Proposed Budget Cut to Problem Gaming Services in Nevada Draws Ire from Advocates

Posted on: July 9, 2020, 10:10h. 

Last updated on: July 9, 2020, 12:43h.

Nevada lawmakers gathered in Carson City Wednesday to begin a state legislature special session. As government officials look to address a $1.2 billion budget shortfall, they heard from proponents of problem gaming services who are critical of a proposed cut in the program’s funding.

Nevada problem gaming
Nevada lawmakers started gathering Wednesday in Carson City for a special session to handle a $1.2 billion budget shortfall.
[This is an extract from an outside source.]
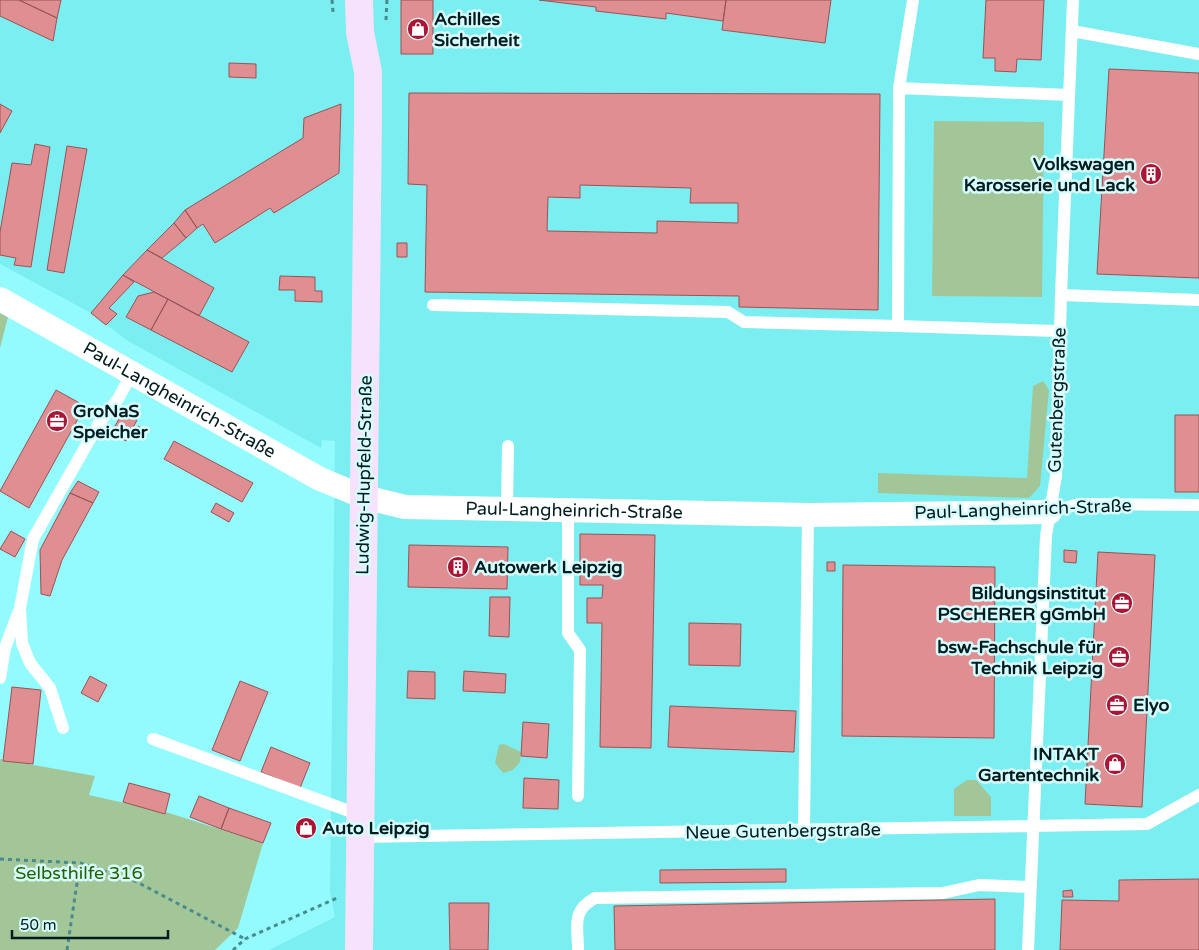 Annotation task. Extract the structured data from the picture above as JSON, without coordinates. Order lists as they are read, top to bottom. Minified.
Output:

Advocates for problem gaming services fear programs for those in need may get cut disproportionately. (Image: KLAS-TV)

Gov. Steve Sisolak (D), who ordered the special session, is seeking to take $1.6 million earmarked for gambling addiction and other problem gaming services from the state Department of Health and Human Services. Previously, lawmakers approved $2.1 million for the services.

When the state Senate gathered for a public comment period, several people called into the session to express concern about the roughly 75 percent cut in funding for problem gaming services.

Alan Feldman — a longtime MGM Resorts International executive who chairs the state’s advisory committee on problem gambling — called the move “extremely troubling,” and said state officials did not consult with them on it.

He also said an assertion by DHHS that health insurance plans could pick up payment for problem gaming services was untrue and that community health centers don’t have the staff or resources to help those individuals.

“The state is the payor of last resort currently,” Feldman told senators. “No state funds can be distributed unless the treatment provider has first exhausted any private insurance or Medicaid reimbursement. In fact, only a small number of patients seeking services would qualify for Medicaid.”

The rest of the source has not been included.